Retries use exponential backoff

ab-002450 · sending-pipeline-infrastructure.retry-error-handling.exponential-backoff

Severity: highactive

Why it matters

Fixed-interval or immediate retries during an ESP outage or rate-limit window cause all five retry attempts to fire within seconds. The ESP rejects each one, the job exhausts its retry budget, and the send permanently fails — even though the ESP would have recovered in minutes if the worker had waited. CWE-770 covers allocation of resources without limits; CWE-400 covers resource exhaustion.

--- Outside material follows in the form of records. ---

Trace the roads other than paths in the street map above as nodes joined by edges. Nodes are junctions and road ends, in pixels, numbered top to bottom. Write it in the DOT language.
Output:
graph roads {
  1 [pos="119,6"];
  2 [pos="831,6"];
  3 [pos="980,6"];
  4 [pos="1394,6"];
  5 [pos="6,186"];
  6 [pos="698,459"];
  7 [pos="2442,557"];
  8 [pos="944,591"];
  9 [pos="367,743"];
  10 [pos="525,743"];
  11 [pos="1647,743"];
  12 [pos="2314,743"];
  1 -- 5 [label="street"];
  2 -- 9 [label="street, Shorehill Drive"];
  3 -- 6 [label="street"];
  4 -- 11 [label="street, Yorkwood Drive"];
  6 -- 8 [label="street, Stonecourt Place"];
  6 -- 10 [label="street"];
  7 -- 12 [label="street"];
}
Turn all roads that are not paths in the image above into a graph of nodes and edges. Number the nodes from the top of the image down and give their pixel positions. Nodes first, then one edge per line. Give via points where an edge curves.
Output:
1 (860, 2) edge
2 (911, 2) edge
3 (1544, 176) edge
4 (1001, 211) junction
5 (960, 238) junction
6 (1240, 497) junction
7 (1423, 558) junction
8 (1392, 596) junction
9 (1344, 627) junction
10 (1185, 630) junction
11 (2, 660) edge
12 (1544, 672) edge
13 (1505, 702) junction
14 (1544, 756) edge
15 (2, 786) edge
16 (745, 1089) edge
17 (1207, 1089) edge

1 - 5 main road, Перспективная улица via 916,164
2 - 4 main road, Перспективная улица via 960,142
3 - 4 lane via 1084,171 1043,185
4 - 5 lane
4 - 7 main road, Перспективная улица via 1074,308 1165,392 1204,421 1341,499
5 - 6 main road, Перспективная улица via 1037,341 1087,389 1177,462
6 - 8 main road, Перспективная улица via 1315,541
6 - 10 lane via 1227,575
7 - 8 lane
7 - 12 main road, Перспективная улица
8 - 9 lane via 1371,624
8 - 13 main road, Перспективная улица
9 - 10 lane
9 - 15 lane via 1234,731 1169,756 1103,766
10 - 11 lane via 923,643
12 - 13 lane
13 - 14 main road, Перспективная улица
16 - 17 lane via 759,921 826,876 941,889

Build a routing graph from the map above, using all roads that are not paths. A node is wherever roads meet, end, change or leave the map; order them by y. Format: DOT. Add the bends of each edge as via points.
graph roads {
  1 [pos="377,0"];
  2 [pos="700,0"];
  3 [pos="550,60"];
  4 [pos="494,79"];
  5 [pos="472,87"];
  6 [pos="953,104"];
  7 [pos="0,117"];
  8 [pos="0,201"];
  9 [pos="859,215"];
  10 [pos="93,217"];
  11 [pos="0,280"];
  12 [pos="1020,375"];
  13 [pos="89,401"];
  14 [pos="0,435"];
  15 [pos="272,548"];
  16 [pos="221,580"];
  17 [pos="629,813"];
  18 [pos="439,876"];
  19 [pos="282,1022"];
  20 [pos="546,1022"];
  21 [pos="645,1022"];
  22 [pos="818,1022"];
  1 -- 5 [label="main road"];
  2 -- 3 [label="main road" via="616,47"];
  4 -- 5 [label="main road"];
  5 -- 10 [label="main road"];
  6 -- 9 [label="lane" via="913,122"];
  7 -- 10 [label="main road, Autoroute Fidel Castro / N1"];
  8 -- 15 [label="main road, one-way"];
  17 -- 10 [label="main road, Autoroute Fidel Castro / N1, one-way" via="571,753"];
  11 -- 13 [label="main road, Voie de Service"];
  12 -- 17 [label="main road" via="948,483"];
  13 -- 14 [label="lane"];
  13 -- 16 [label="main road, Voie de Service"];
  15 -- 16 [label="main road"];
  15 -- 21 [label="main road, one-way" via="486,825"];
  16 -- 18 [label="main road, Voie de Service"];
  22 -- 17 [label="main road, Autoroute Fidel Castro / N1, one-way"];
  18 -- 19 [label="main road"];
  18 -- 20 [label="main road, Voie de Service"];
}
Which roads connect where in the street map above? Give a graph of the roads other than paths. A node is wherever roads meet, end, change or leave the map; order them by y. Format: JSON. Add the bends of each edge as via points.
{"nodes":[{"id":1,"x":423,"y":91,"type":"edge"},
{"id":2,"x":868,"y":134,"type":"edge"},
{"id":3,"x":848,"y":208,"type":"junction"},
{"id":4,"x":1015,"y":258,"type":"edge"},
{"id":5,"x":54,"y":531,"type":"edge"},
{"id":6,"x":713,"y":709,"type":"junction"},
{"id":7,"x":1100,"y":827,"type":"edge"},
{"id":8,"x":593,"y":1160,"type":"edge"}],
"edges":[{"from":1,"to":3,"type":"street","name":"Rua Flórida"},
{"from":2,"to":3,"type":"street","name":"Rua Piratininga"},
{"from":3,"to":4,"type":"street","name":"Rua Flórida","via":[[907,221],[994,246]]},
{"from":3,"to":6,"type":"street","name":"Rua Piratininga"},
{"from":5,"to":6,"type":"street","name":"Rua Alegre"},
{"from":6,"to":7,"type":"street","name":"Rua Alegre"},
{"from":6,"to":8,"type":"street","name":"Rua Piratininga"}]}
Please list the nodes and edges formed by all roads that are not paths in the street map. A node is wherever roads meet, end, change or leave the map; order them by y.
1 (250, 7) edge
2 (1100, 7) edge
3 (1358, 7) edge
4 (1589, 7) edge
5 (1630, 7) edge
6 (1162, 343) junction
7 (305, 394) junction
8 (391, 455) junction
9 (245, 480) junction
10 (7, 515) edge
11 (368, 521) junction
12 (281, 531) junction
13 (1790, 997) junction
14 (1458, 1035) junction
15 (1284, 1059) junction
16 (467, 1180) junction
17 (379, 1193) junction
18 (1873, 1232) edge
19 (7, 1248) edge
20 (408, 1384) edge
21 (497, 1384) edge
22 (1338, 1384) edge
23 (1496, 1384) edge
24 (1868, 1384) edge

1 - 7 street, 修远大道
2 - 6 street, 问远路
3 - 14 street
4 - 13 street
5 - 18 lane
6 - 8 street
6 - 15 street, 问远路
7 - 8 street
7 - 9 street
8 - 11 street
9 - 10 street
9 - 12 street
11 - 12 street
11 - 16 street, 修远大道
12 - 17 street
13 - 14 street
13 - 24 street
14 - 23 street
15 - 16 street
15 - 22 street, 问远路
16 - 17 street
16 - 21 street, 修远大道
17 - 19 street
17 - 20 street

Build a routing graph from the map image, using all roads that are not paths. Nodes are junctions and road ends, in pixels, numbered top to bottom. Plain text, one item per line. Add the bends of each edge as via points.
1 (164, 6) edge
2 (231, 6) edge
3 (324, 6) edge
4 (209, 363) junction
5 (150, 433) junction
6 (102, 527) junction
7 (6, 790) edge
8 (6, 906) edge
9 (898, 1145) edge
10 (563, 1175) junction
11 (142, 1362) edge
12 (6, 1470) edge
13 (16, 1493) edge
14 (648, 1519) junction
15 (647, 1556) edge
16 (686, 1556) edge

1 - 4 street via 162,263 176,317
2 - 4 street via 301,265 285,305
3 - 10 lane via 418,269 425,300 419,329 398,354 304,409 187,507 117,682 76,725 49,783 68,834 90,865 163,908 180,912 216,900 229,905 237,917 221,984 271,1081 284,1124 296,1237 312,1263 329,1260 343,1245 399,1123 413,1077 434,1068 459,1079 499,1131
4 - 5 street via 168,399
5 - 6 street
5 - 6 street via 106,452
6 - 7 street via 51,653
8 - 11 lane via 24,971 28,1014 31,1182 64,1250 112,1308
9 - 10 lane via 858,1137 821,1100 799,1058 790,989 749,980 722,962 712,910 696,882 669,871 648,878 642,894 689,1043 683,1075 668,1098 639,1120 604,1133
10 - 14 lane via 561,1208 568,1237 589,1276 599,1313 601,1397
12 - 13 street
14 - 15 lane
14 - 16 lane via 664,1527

Exponential backoff is the documented mitigation: it gives transient faults time to resolve without burning retry budget, and it is required by every major ESP's developer guidelines for handling 429 and 5xx responses.

Severity rationale

High because fixed or immediate retries exhaust the retry budget during short outages that exponential backoff would survive, causing preventable permanent delivery failures.

Remediation

Set backoff: { type: 'exponential', delay: 2000 } on BullMQ job options, and cap the maximum delay in the worker's backoff strategy:

await emailQueue.add('send', jobData, {
  attempts: 5,
  backoff: { type: 'exponential', delay: 2000 }
})

// Optional: custom strategy with 10-minute cap
const worker = new Worker('email', processEmail, {
  connection,
  settings: {
    backoffStrategy: (attemptsMade) =>
      Math.min(2000 * Math.pow(2, attemptsMade - 1), 600_000)
  }
})

For rate-limit (429) responses, add explicit detection in the error handler and override the delay to at least the Retry-After value returned by the ESP.

Detection

ID: exponential-backoff
Severity: high
What to look for: Enumerate all retry configurations for failed jobs. Check whether failed sends are retried immediately (fixed-interval or no delay), or whether the delay between retries increases exponentially. Count the number of queue configurations that use exponential backoff versus fixed or no backoff. Immediate retries during an ESP outage or rate-limit window exacerbate the problem and can exhaust retry budgets quickly. Look for backoff: 'exponential' in BullMQ job options, or equivalent configurations in other queue libraries.
Pass criteria: Failed send jobs use exponential backoff between retry attempts. The delay between attempt N and N+1 at least doubles (e.g., 2s, 4s, 8s, 16s). A maximum delay cap of no more than 600 seconds (10 minutes) is set. Before evaluating, quote the exact backoff configuration from the queue setup code. Do NOT pass when backoff type is 'fixed' or when no maximum delay cap exists.
Fail criteria: Retries are immediate (no delay), fixed-interval (same delay each retry), or linear. An ESP outage causes all retry attempts to fire within minutes and exhaust the retry budget.
Skip (N/A) when: The application has no retry mechanism because it uses exactly-once delivery at the infrastructure level — confirmed by the queue configuration.
Cross-reference: The Operational Resilience (Email) Audit's failure-recovery category verifies backpressure mechanisms — this check verifies the individual job retry behavior that feeds into that backpressure.
Detail on fail: "BullMQ configured with backoff: { type: 'fixed', delay: 1000 } — all 5 retries fire within 5 seconds, exhausting budget during brief outages" or "No backoff configured — failed jobs retried immediately 3 times in rapid succession"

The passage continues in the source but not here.